At a recent completion ceremony sponsored by the center in August, 47 graduates received certifications in the four programs offered by the agency, including the “IT Academy,” welding, mechatronics, and basic technical training. Many of the center’s graduates have already found well-paying jobs, while past graduates have gone on to positions at employers such as the new Microsoft data center in nearby Boydton, Virginia; Presto Products, a division of Reynolds; Hewlett Packard Enterprises (now DXC Technologies) in Clarksville; and various local and regional manufacturing and fabrication firms.

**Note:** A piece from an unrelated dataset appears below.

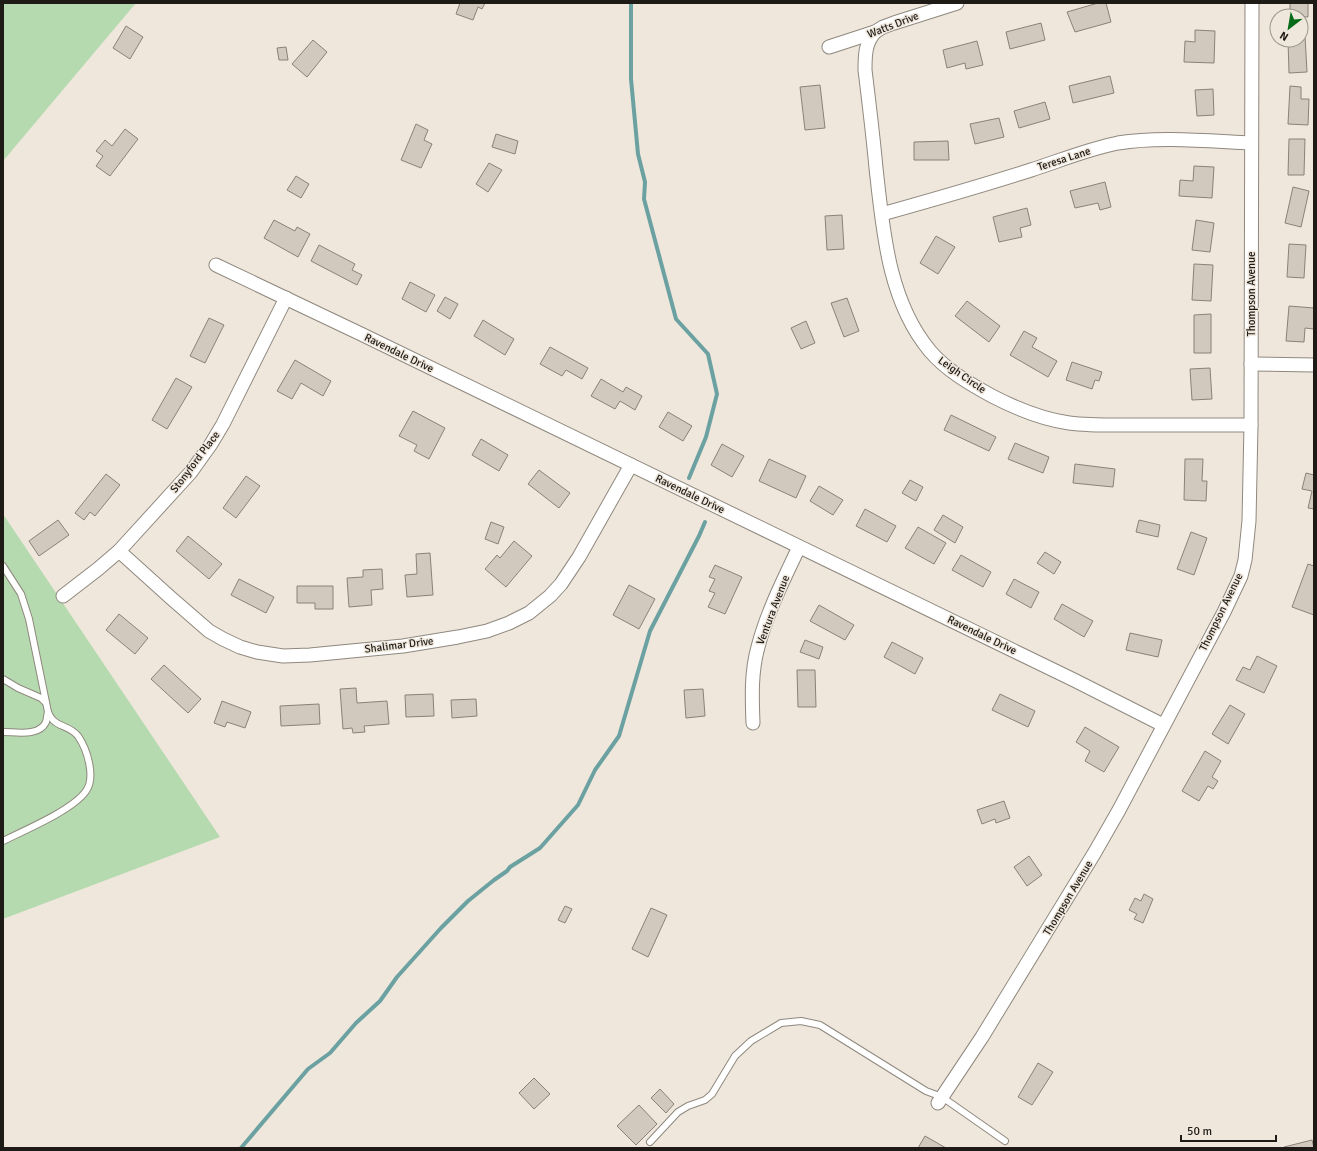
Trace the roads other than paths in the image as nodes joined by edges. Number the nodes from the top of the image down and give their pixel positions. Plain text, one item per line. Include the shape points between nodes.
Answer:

Placement rates are high because the credentials eligible for Virginia’s grant program are aimed explicitly at filling “high demand occupations” where there’s a projected need for qualified workers. At the same time that the grant program launched last year, the state released a list of these occupations, along with the related credential workers would need and where that training is available. Workers interested in fields such as cybersecurity, for example, can get grants to study for CompTIA Security+ certification at five community colleges across the state. Also on the list are a number of occupations in healthcare and education as well as a large variety of jobs in building trades and highway construction, including the VDOT asphalt plant operation certifications apprentice Allen Miller is earning.
One phenomenon the grant program has encouraged is the creation of apprenticeship programs—like the one that Miller is enrolled in—tailored to the needs of local industries that need to hire. Ed Dalrymple, for example, Miller’s boss, created the apprenticeship program at Cedar Mountain Stone in partnership with Germanna Community College, which has developed similar programs for other local firms. Dalrymple, who is on the board of the Virginia Asphalt Association, said he worked with VDOT and Germanna to come up with the specialized asphalt technology credentials Germanna is now offering and that are listed as “VDOT Asphalt Field Level 1 and 2” and “VDOT Asphalt Plant Level 1 and 2” on the state’s list of approved, grant-eligible programs. According to Dalrymple, 55 students are now enrolled in this course of study.
State workforce board director Dunnigan said she hopes these early successes will lead to future expansions of the program, which is scheduled to expire next year. “I’ve never seen a program like this get out of the gate so fast,” said Dunnigan. “And the fact that the program is producing returns in the short term is very exciting for legislators.” So far, Dunnigan said, bipartisan support for the program has been strong.
Meanwhile, Cedar Mountain Stone’s Dalrymple is looking to his 11 apprentices to become the next generation of workers at his business. Miller’s mentor at the asphalt plant is in his 70s, as is Cedar Mountain Stone’s current master electrician, who is mentoring 25-year-old Alex Campbell.
Campbell is about a month or two away from his journeyman’s electrical license, which requires 8,000 hours of on-the-job training under a master tradesman. He too is taking classes at Germanna Community College, and in addition to his job at Cedar Mountain Stone, works side jobs on weekends doing electrical and plumbing work in homes.
Campbell said the apprenticeship has given him direction and security after years of doing odd jobs out of high school. “Right now, I’m making decent money, more than most people I know,” he said. “When I started working for Ed, I was able to move out of mom and dad’s house, I have a nice reliable truck and have some money to put aside. It’s been great for me because I’ve been able to seize the opportunity.”